Multi-output Machine Learning — MixedRandomForest

Introduction

Multi-output learning subsumes many learning problems in multiple disciplines and deals with complex decision-making in many real-world applications. It has a multivariate nature and the multiple outputs may have complex interactions. Many strucurted inference problems have been architected by multi-output machine learning. The output values have diverse data types, depending on the type of ML problem.

For example,

0/1 based Binary output values can refer to a multi-label classification problem. Such examples also range from :

  • Nominal output values to a multi-dimensional classification problem
  • Ordinal output values to label ranking problem
  • Real-valued outputs to a multi-target regression problem.

Special Use Cases of Multi-output Learning

Multi-class Classification: Multi-class classification can be categorized as a traditional single-output learning paradigm when the output class is represented by the integer encoding. It can also be extended to a multi-output learning scenario if each output class is represented by the one-hot vector.

Fine-grained Classification: In this type of classification, though the vector representation is the same as fine-grained classification outputs to the multi-class classification outputs, their internal structures of the vectors are different. Labels under the same parent tend to have a closer relationship than the ones under different parents in the label hierarchy.

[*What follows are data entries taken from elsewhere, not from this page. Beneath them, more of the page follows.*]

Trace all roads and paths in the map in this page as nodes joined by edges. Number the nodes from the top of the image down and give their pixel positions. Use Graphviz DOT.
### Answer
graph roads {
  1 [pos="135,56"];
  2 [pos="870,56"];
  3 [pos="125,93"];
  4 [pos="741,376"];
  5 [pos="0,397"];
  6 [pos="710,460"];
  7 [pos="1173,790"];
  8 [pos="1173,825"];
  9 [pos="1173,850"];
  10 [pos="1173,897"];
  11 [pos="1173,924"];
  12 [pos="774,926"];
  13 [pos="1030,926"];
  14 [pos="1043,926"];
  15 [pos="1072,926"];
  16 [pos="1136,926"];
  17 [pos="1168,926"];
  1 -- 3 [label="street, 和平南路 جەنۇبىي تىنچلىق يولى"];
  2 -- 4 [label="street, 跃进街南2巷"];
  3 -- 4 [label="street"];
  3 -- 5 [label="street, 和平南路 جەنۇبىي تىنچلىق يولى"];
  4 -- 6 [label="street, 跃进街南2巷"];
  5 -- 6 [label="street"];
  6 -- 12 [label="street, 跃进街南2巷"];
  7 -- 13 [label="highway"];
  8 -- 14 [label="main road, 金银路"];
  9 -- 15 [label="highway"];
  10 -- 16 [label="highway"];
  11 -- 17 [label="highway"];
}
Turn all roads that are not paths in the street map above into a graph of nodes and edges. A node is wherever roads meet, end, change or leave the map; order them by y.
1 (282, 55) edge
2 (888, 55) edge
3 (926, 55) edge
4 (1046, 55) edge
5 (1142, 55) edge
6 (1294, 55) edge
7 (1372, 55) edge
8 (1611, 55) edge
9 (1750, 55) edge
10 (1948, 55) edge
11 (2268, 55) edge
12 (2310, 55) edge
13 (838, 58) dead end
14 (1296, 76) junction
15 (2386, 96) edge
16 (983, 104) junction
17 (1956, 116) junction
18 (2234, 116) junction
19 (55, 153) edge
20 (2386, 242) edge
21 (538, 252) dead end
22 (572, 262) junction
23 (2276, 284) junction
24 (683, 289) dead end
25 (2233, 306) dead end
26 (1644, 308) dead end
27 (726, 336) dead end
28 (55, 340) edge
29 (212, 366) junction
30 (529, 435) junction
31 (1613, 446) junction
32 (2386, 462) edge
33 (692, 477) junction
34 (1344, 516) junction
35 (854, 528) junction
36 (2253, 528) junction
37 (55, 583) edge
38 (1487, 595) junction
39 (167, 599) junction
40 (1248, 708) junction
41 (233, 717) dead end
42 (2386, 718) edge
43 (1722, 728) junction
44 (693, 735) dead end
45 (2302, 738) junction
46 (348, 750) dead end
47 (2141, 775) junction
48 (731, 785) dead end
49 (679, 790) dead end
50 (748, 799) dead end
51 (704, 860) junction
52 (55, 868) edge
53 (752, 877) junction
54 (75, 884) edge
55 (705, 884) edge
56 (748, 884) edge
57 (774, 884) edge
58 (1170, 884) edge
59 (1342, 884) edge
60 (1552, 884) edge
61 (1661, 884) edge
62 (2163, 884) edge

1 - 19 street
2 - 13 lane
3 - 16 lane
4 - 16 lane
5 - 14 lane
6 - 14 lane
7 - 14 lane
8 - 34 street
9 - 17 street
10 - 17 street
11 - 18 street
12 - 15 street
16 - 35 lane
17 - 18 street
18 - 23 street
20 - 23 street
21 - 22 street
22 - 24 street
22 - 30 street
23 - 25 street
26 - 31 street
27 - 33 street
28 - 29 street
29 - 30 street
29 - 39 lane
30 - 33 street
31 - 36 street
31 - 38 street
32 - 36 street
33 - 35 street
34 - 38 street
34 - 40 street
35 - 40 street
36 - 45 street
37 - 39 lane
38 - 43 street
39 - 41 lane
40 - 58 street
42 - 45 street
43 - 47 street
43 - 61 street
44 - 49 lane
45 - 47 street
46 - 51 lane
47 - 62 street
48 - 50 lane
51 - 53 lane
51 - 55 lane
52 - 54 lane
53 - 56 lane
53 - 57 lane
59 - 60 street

Multi-task Learning: Multi-task learning aims at learning multiple related tasks simultaneously, where each task outputs one single label, and learning multiple tasks is similar to learning multiple outputs. It leverages the relatedness between tasks to improve the performance of learning models. The major difference between multi-task learning and multi-output learning is that different tasks might be trained on different training sets or features in multi-task learning, while output variables usually share the same training data or features in multi-output learning.

In Multi-output pattern recognition problems, each instance in the dataset has two or more output values (nominal or real-valued)— i.e., the output value is a vector rather than a scalar. They are solved by any of the following methods:

  • By transforming the multi-label (or multi-output) into multiple single-output problems.
  • By adopting a pattern recognition algorithm so that it directly handles multi-output data.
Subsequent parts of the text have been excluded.